ミュージシャン
岡林さんの作品は初期の頃のライブアルバム「岡林信康自作自演コンサート 狂い咲き」というアナログLP3枚組だけ持ってます。
なので、あまり良く聴いてきた訳ではありませんが、機会があれば是非とも見たいアーティストだったので今回、行って来ました。
今回のコンサートは3部構成になっていまして、1部はロック編。
メンバーは岡林さんがアコースティックギターとハーモニカ。他のメンバーはエレキベースとエレキギターの三人編成でした。(しょっぱなから会場で多分、僕ひとりビックリ驚いたことがありましたが、後で・・)
演奏自体はギンギンのロックという訳ではなくて、聞きやすい感じで(エレキを使っているから違いますが)どちらかと言えばイメージ的にはアコースティックな印象を受けました。

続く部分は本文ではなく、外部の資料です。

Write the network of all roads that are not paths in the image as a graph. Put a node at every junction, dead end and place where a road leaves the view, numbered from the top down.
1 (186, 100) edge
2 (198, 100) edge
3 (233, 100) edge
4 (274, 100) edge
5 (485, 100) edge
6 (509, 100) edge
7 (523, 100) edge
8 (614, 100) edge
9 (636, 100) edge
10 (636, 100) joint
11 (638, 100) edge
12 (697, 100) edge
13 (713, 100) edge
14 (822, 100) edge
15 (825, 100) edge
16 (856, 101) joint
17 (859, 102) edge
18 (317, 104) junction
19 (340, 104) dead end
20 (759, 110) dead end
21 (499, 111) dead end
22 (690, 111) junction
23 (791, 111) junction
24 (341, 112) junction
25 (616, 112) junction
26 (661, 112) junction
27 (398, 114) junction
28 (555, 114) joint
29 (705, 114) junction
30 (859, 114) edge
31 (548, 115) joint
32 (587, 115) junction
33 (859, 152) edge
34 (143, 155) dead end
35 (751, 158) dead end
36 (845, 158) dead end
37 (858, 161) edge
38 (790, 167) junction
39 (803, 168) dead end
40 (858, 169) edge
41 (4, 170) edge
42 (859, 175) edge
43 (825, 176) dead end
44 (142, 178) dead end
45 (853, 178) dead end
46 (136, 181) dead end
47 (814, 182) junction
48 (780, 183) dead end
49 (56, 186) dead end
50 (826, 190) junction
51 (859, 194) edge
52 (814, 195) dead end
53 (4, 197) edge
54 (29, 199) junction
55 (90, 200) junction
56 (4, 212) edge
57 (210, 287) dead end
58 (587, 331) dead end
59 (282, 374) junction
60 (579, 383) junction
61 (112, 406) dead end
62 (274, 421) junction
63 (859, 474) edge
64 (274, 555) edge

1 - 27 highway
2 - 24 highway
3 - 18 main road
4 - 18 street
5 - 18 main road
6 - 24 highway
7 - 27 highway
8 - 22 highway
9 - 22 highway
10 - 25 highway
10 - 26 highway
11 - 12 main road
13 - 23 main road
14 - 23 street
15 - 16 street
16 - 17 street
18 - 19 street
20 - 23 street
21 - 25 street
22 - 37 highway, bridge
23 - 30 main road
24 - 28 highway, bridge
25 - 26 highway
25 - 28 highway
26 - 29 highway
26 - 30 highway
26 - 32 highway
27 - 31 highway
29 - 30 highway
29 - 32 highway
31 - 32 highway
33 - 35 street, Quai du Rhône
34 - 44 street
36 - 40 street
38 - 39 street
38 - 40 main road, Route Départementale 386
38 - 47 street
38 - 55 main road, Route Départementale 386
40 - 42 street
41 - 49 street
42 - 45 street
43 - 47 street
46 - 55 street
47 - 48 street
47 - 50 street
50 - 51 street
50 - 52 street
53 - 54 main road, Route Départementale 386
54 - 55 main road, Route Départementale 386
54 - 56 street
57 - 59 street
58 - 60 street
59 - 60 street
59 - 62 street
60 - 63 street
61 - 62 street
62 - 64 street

1部の後半から岡林さんの手がつってしまい、途中でギターが思うように弾けないというアクシデントがあったものの、何とか終了。
15分ほど休憩後、2部へ。
2部は弾き語り編(フォーク編)。
でも、つってしまった手がなかなか治らないようでした。
弾き語り編で、岡林さんが5曲目くらいまでは完全に自分ひとりでギターを弾く予定だったようで苦労してました。

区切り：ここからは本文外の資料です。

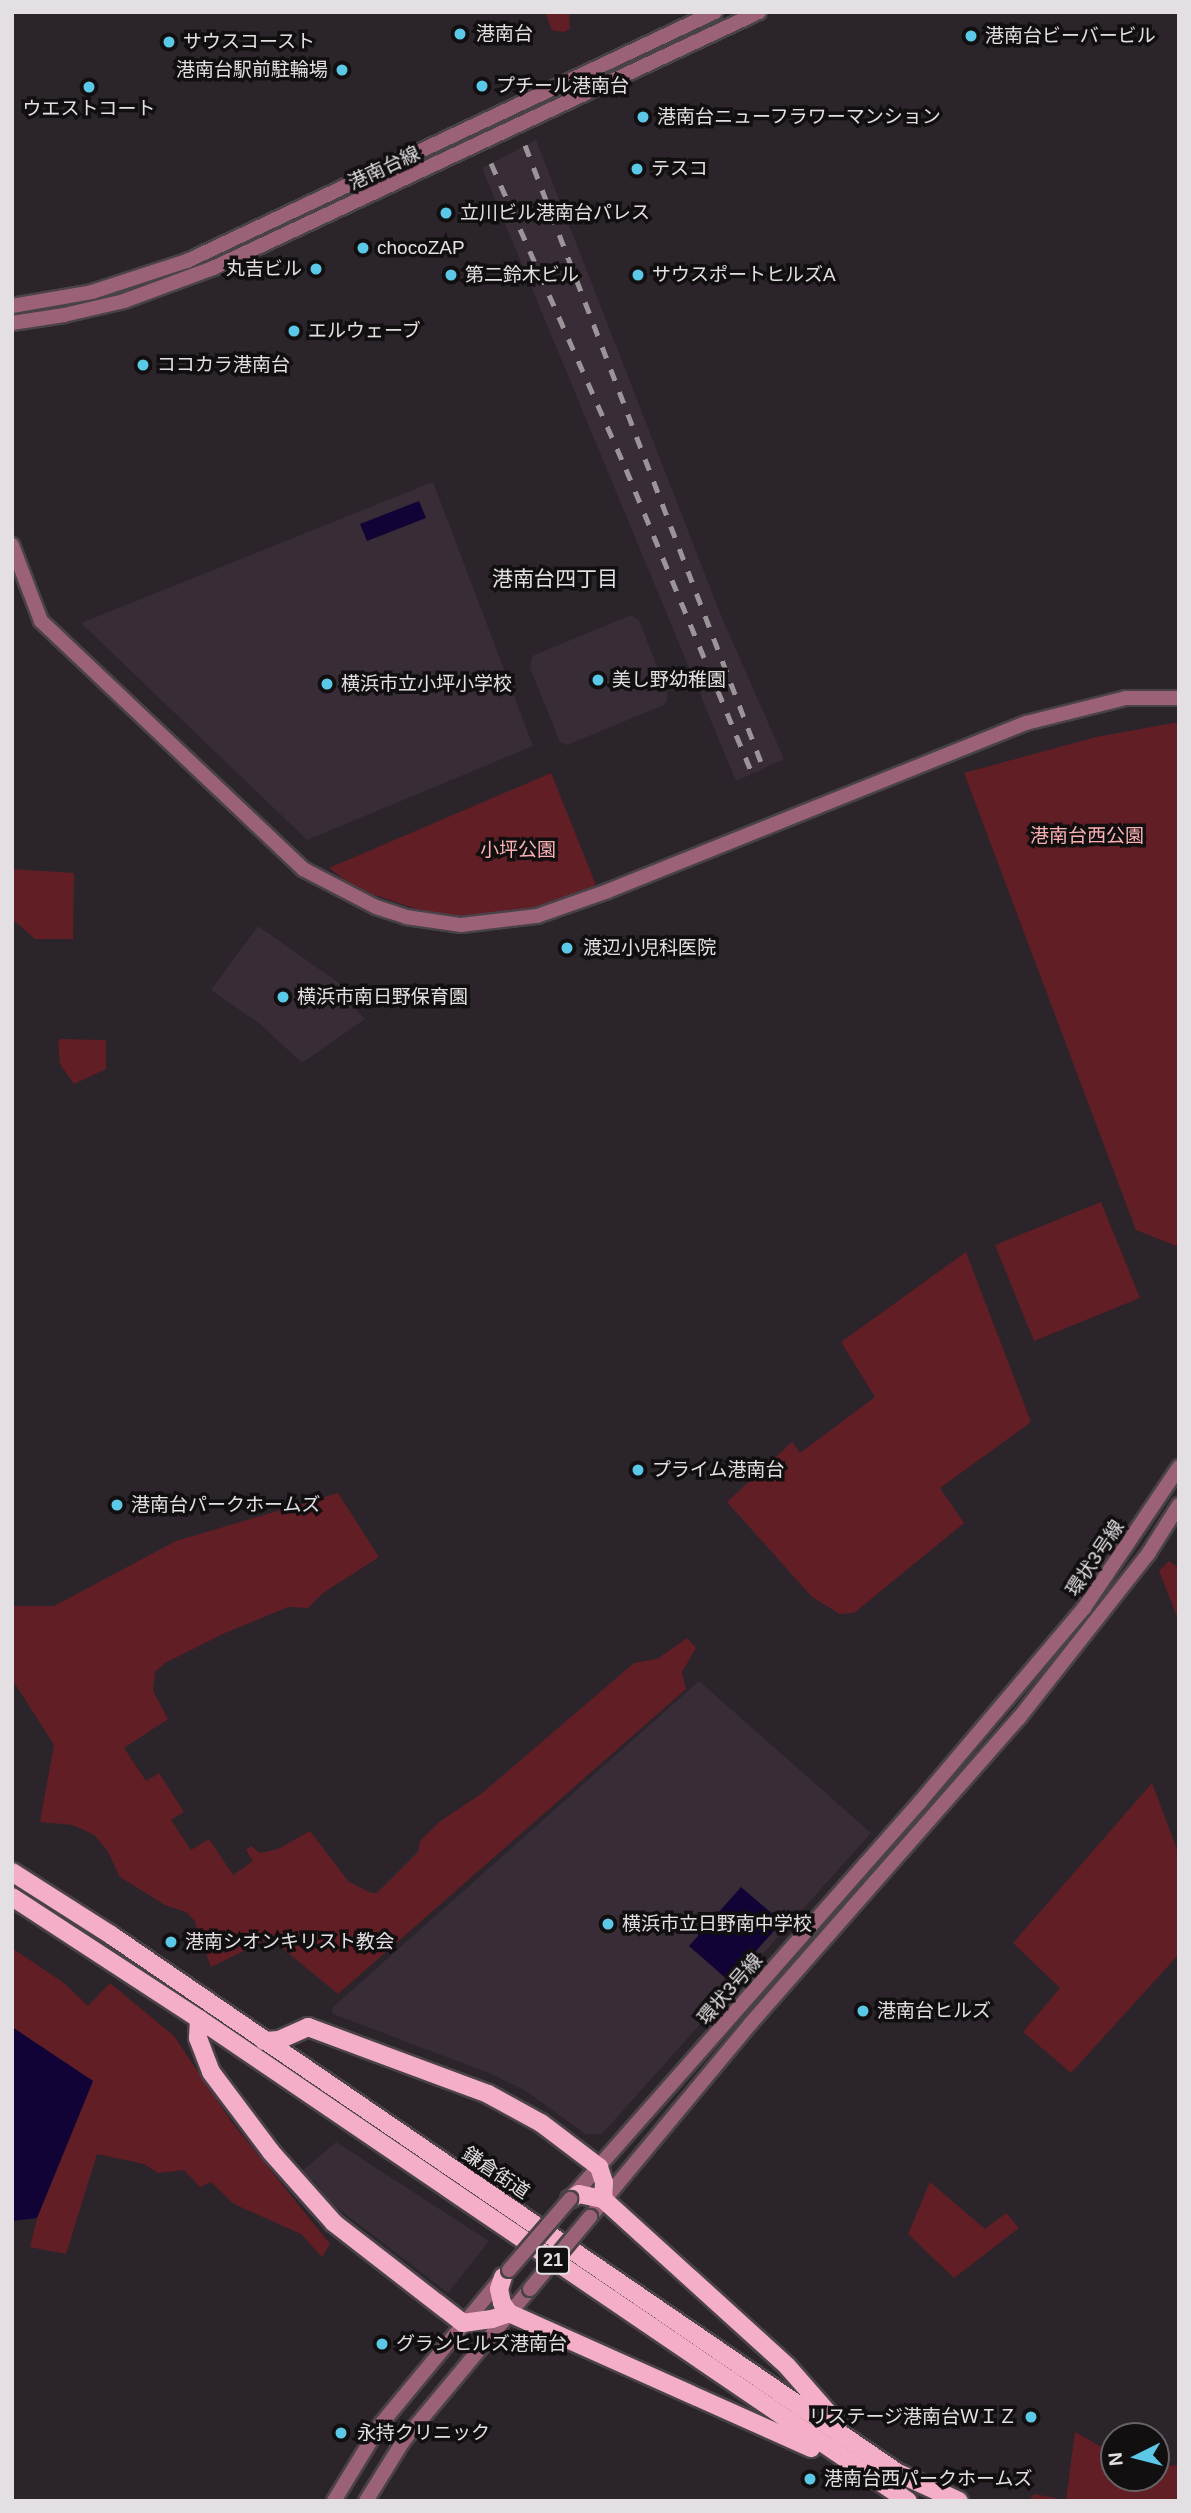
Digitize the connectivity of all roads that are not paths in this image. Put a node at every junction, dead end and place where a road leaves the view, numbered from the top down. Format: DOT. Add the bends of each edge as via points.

それでも途中からはサポートのミュージシャンも入り、いい感じでした。
岡林さんは歌が、歌唱力が素晴しいですね。それに声もいいと思います。
初期のライブアルバムを聞くと、曲は本当に思った事や実際にあった事をそのまんま歌にした感じで、そこがおもしろし僕は好きですが、現在のような成熟された演奏のテクニックや歌唱力も圧倒的に素晴しいと思います。
休憩後は3部です。3部はエンヤトット編。
1部のMCで岡林さんから説明があり、長年音楽をやってきて、このエンヤトットのリズムを取り入れて自分が納得出来る、自信が持てる、自分の音楽がやっと出来た、みたいな事を言ってましたし、僕自身も興味ありました。
岡林さんの音楽に対する姿勢も好きです。
これだけの音楽を作っているのだし、もっと多くの人に聞いて欲しい。
でも世間からは正直、思ったほどの評価はされていない。
けど、それはそれ。
自分の思っている考えている音楽が、しっかり出来るかどうかが大事だと思うし、そのために頑張っているアーティスト。
だからだと思うけど、一方で確かに60~70年代の”懐かしい、あの頃”的な雰囲気も多少はあるけど(悪いとは思わない)、一方で現役のアーティストである事をとても感じる。
40年かかって出来たばかりの音楽を今、プレイしている。
新しい音楽に挑戦しているのだから、ある意味、若いミュージシャンと同じだと思う。
岡林さんと言えば”フォークの神様”と言われる人だけど、6社ほどのレコード会社からCDを出していたけど全部、廃盤になったとか。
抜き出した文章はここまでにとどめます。